La transe profonde stuporeuse : la conscience ordinaire n’est plus présente – donc n’interfère plus – et il ne reste que l’inconscient “automatique”, celui qui maintient les fonctions vitales.

La transe profonde somnambulique : la conscience ordinaire n’est plus présente – donc n’interfère plus – et est remplacée par une personnalité hypnotique provenant de l’inconscient.

Erickson utilisait très souvent la transe profonde stuporeuse comme un pont logique vers la transe somnambulique. Mettre sous hypnose pouvait revenir à endormir l’esprit conscient suffisamment par un procédé de fractionnement, jusqu’à pouvoir ensuite donner les suggestions nécessaires à la venue des parties inconscientes à étudier.

La compréhension habituelle du phénomène est que l’hypnose peut être induite par des suggestions répétées de fatigue, de somnolence, de dormir et que lorsque les sujets donnent des signes évidents d’être endormi, ils sont prêts pour la procédure thérapeutique.

En fait, ces sujets sont effectivement dans une forme de transe, mais la réalité est qu’il s’agit d’un type de transe ne permettant qu’un usage très limité de la suggestion hypnotique.

L’utilisation de l’hypnose dans une visée thérapeutique requiert, pour des résultats efficaces, un entraînement étalé sur plusieurs heures.

Dans cette procédure d’entraînement, les sujets peuvent être hypnotisés, réveillés, ré-hypnotisés, et réveillés de nouveau, avec chaque entrée et sortie de transe leur permettant d’apprendre petit à petit à reprendre le contrôle sur leurs facultés mentales ainsi que sur une organisation des réponses qui augmentent le degré de dissociation entre la conscience et le subconscient, ce qui a pour conséquence de créer en effet mais pas en réalité une personnalité hypnotique dissociée.

Par un procédé de fractionnement (entrées et sorties successives de l’état de transe stuporeuse), Erickson obtient alors une profonde transe stuporeuse qui n’est qu’un pont vers l’aspect thérapeutique.

La technique d’induction de transe hypnotique pour la vision thérapeutique la plus efficace pourrait être résumée à la répétition de longues transes hypnotiques dans lesquelles le sujet atteint un état de transe stuporeuse.
Dans cette transe stuporeuse, le sujet apprend, petit à petit, à obéir aux suggestions et à réagir aux situations de manière intégrée.
Seulement de cette manière peut être obtenue une bonne et grande dissociation de la conscience et des éléments subconscients de la personnalité, afin de permettre une approche satisfaisante de toutes ces parties que l’on souhaite étudier.

Cette façon de “mettre sous hypnose” a eu son heure de gloire avec Erickson et pourtant elle n’est plus du tout utilisée aujourd’hui.
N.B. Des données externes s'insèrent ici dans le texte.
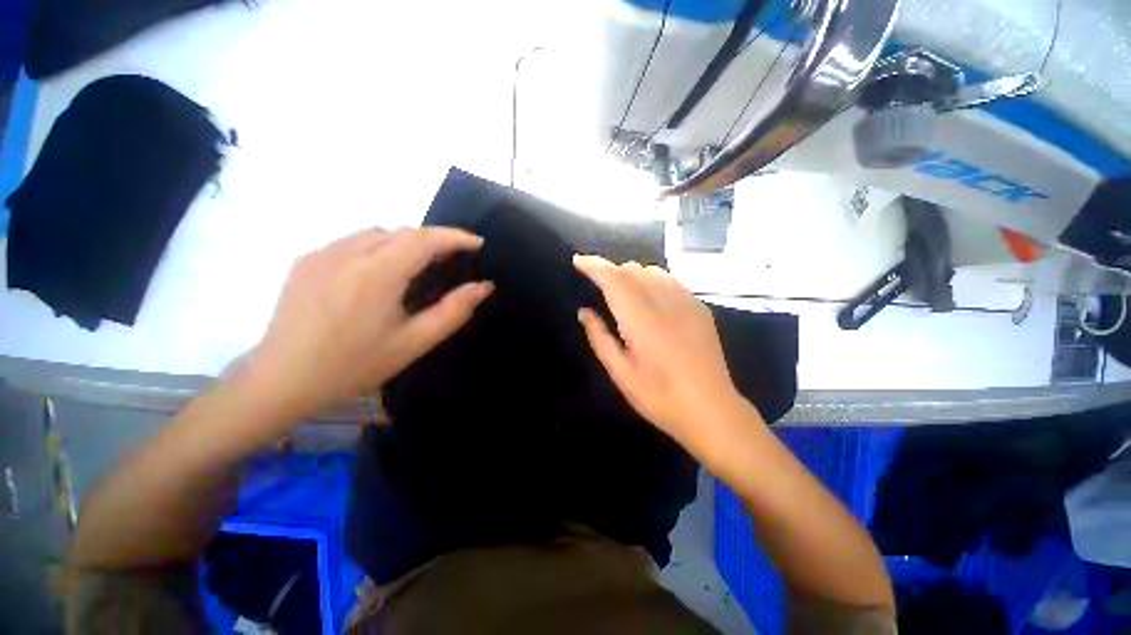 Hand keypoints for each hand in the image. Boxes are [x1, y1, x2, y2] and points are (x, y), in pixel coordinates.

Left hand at [243, 227, 492, 419]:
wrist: (281, 380)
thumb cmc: (354, 366)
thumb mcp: (413, 343)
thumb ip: (453, 311)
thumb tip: (484, 287)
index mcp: (376, 274)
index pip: (424, 239)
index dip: (455, 236)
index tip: (477, 242)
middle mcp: (347, 253)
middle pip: (402, 231)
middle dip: (434, 239)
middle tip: (454, 256)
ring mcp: (322, 253)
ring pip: (377, 232)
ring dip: (406, 241)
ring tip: (420, 264)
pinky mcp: (306, 259)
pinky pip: (353, 241)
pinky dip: (379, 246)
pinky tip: (380, 271)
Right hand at [574, 255, 749, 459]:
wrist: (712, 410)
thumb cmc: (660, 397)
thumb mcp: (621, 373)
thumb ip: (600, 337)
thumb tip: (584, 312)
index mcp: (642, 321)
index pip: (615, 279)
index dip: (594, 265)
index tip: (578, 261)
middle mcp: (666, 303)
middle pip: (633, 270)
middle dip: (611, 270)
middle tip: (596, 284)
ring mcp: (687, 302)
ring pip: (653, 271)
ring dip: (631, 274)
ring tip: (621, 291)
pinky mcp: (700, 308)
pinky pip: (670, 281)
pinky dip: (651, 281)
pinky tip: (648, 299) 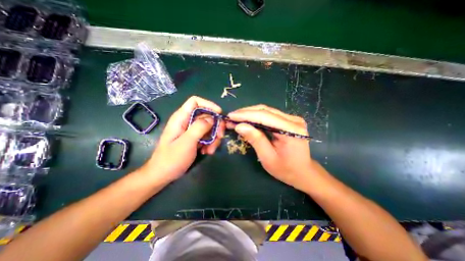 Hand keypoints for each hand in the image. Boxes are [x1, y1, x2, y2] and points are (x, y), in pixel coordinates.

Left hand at [138, 95, 224, 184]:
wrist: (163, 175)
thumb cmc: (171, 159)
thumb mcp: (187, 142)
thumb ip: (199, 127)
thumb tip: (212, 118)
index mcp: (181, 118)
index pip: (195, 101)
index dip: (208, 104)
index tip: (219, 114)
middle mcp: (187, 122)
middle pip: (206, 116)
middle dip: (215, 126)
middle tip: (220, 137)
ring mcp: (191, 131)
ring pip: (209, 127)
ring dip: (214, 138)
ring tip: (210, 150)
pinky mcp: (194, 139)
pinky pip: (207, 136)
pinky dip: (210, 143)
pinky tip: (207, 152)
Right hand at [228, 105, 313, 192]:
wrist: (303, 172)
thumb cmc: (286, 169)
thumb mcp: (268, 158)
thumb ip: (255, 140)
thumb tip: (239, 126)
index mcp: (291, 130)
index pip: (265, 116)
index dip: (246, 115)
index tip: (231, 116)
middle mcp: (294, 120)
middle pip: (266, 110)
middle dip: (246, 112)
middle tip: (231, 116)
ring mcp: (292, 119)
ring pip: (267, 111)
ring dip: (250, 114)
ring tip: (236, 118)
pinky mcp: (288, 120)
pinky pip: (269, 115)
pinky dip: (256, 117)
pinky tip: (247, 120) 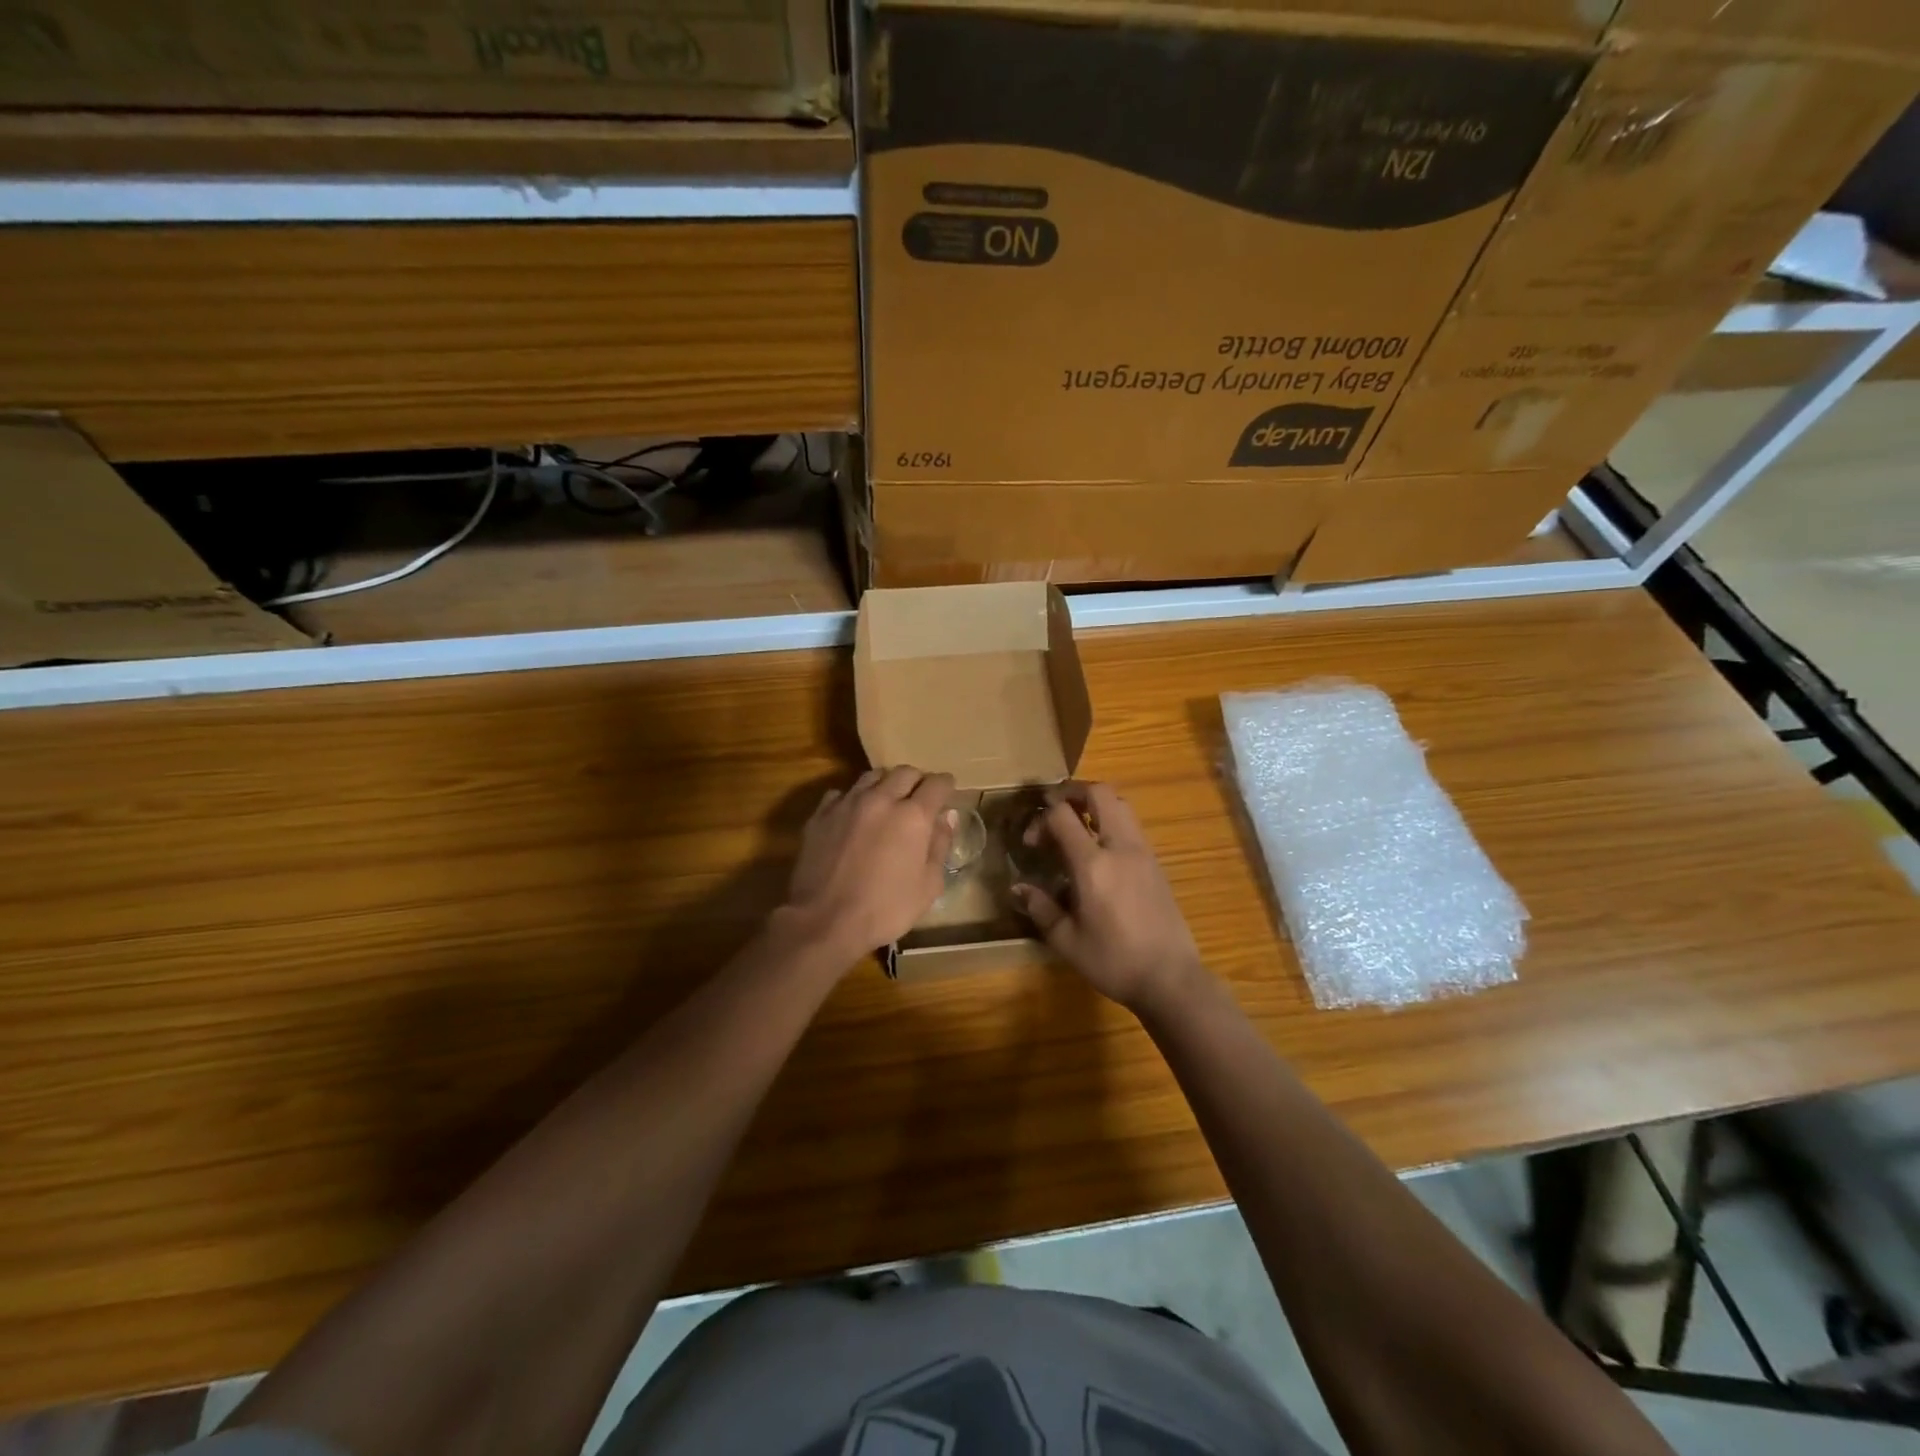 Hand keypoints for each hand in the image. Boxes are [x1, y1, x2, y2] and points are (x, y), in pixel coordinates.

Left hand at [785, 766, 955, 960]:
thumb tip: (947, 817)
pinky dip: (854, 798)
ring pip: (872, 776)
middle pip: (905, 772)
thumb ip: (940, 846)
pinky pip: (842, 793)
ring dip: (885, 784)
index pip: (936, 784)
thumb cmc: (885, 909)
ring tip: (887, 800)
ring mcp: (848, 803)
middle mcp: (881, 799)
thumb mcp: (928, 886)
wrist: (824, 921)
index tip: (948, 791)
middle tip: (919, 797)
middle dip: (917, 780)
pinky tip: (854, 815)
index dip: (946, 785)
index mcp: (913, 816)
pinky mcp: (821, 814)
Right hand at [1011, 782, 1205, 1014]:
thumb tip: (1018, 887)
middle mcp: (1120, 847)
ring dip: (1094, 802)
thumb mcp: (1067, 940)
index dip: (1041, 819)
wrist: (1170, 978)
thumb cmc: (1114, 961)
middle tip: (1052, 806)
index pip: (1063, 815)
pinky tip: (1098, 846)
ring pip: (1120, 803)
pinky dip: (1111, 819)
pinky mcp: (1156, 862)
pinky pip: (1131, 824)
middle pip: (1099, 793)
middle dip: (1071, 791)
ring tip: (1075, 822)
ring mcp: (1143, 852)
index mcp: (1094, 865)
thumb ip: (1041, 908)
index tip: (1031, 843) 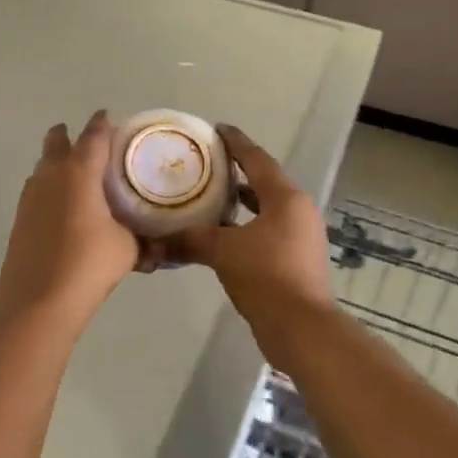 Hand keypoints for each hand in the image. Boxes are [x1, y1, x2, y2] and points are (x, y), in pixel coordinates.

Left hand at [0, 111, 147, 324]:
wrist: (38, 301)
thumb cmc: (88, 265)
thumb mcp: (127, 249)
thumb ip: (143, 240)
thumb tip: (158, 246)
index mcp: (80, 172)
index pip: (93, 136)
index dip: (102, 124)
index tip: (107, 116)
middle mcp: (51, 176)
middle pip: (57, 142)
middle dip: (69, 136)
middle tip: (88, 144)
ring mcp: (31, 196)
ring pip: (44, 166)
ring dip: (58, 162)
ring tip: (79, 176)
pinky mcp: (21, 218)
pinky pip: (38, 190)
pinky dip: (51, 188)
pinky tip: (64, 207)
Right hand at [164, 126, 333, 334]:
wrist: (302, 328)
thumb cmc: (266, 276)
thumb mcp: (223, 252)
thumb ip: (190, 240)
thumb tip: (155, 240)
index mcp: (285, 198)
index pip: (257, 159)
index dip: (235, 142)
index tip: (216, 129)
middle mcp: (298, 210)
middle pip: (264, 182)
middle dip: (236, 172)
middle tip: (206, 165)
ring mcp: (302, 236)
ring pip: (267, 208)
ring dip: (241, 202)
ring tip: (210, 197)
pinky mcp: (298, 259)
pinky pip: (269, 230)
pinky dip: (247, 226)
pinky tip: (223, 236) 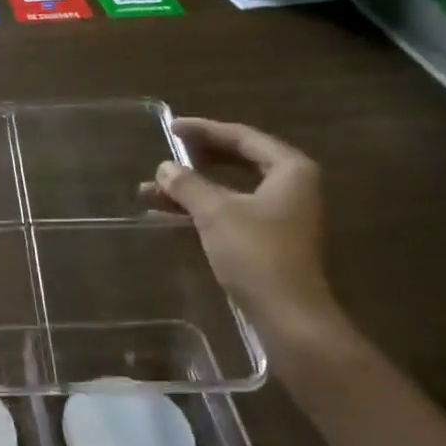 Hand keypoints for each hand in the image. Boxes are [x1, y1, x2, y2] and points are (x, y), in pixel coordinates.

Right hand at [140, 119, 341, 342]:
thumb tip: (164, 168)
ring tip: (153, 189)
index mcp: (290, 170)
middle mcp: (292, 186)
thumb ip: (188, 184)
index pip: (242, 136)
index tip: (171, 128)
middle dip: (197, 159)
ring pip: (232, 188)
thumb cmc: (256, 254)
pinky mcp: (271, 239)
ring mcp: (283, 214)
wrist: (289, 317)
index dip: (204, 130)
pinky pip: (232, 210)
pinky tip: (170, 213)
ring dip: (193, 187)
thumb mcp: (215, 212)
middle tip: (167, 153)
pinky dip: (203, 208)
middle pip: (240, 160) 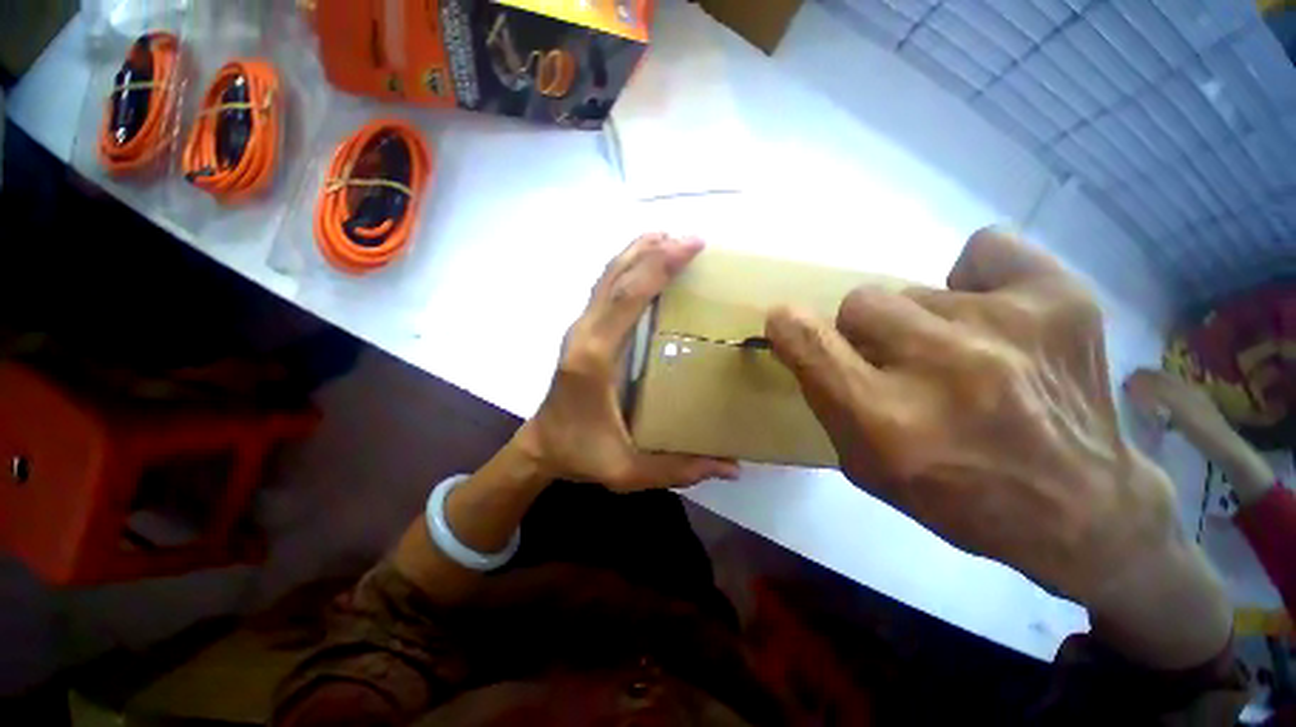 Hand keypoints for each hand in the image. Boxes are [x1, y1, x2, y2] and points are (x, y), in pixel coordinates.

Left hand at [517, 234, 739, 491]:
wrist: (541, 447)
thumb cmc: (582, 454)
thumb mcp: (629, 470)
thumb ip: (680, 468)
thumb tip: (733, 466)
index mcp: (594, 359)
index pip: (627, 299)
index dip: (658, 267)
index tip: (690, 245)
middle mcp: (583, 333)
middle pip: (615, 277)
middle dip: (652, 250)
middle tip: (689, 238)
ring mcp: (578, 329)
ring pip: (606, 277)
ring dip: (636, 253)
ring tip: (668, 238)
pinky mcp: (580, 331)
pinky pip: (604, 289)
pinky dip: (625, 269)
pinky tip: (645, 265)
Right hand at [766, 228, 1229, 666]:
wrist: (1080, 509)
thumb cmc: (955, 495)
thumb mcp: (865, 465)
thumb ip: (826, 396)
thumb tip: (803, 336)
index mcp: (885, 419)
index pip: (806, 340)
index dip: (788, 325)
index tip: (790, 326)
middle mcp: (942, 366)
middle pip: (860, 301)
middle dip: (865, 332)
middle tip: (896, 361)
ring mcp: (1007, 325)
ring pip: (916, 290)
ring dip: (921, 321)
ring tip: (962, 355)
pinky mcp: (1062, 298)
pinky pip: (986, 248)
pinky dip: (978, 278)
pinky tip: (996, 317) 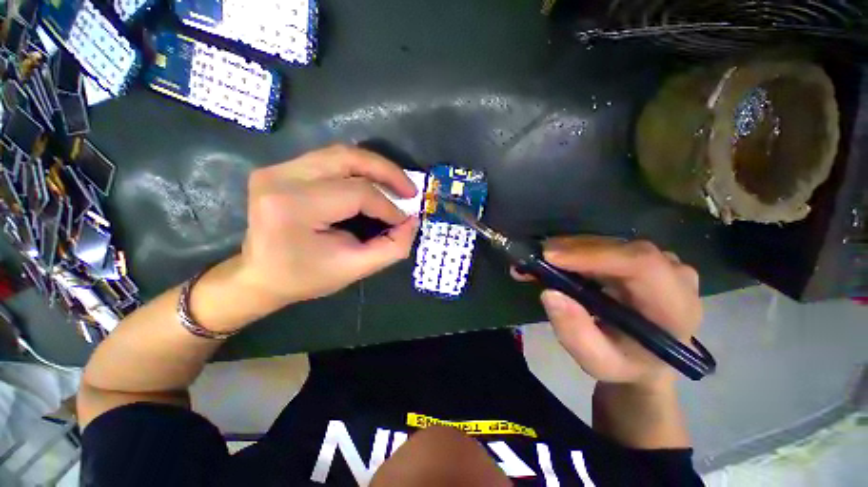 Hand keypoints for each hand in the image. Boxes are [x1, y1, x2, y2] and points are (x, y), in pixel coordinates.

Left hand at [238, 145, 418, 303]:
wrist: (260, 276)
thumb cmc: (306, 277)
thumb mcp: (355, 269)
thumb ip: (391, 247)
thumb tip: (412, 221)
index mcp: (295, 206)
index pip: (357, 193)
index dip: (388, 206)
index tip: (405, 221)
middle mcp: (282, 178)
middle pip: (349, 159)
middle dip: (388, 172)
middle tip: (411, 189)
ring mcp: (278, 168)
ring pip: (341, 154)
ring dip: (375, 167)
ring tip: (396, 185)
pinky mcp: (281, 168)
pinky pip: (330, 159)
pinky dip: (358, 169)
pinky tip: (373, 183)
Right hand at [514, 237, 701, 387]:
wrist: (645, 358)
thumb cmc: (625, 364)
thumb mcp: (597, 362)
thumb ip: (576, 334)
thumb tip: (550, 293)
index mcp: (674, 307)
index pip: (641, 265)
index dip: (594, 255)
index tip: (550, 257)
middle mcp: (673, 275)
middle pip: (619, 248)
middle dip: (571, 250)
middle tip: (534, 259)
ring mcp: (659, 261)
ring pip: (608, 243)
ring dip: (568, 249)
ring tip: (537, 262)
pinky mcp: (640, 257)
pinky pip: (605, 246)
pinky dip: (574, 251)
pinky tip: (553, 260)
Ni par les praticiens en hypnose Ericksonienne, ni par les PNListes, ni par les Hunkaariens.

Pourquoi ? Est-ce juste une problématique de temps ?

L'hypnotiseur de spectacle

L’hypnotiseur de spectacle a des enjeux différents. Son objectif : les spectateurs doivent faire “WOOOW !” le plus rapidement possible. Il est évident que passer 4 à 8 heures à hypnotiser UNE personne n’est pas possible dans ce contexte.

Il n’a donc pas trop le choix ; soit il amène des personnes déjà mûrement préparées (et on pourrait croire qu’il s’agit d’acteurs payés pour l’occasion), soit il sélectionne les personnes les plus réceptives parmi les spectateurs présents afin de démontrer toute l’authenticité de son talent en quelques secondes seulement.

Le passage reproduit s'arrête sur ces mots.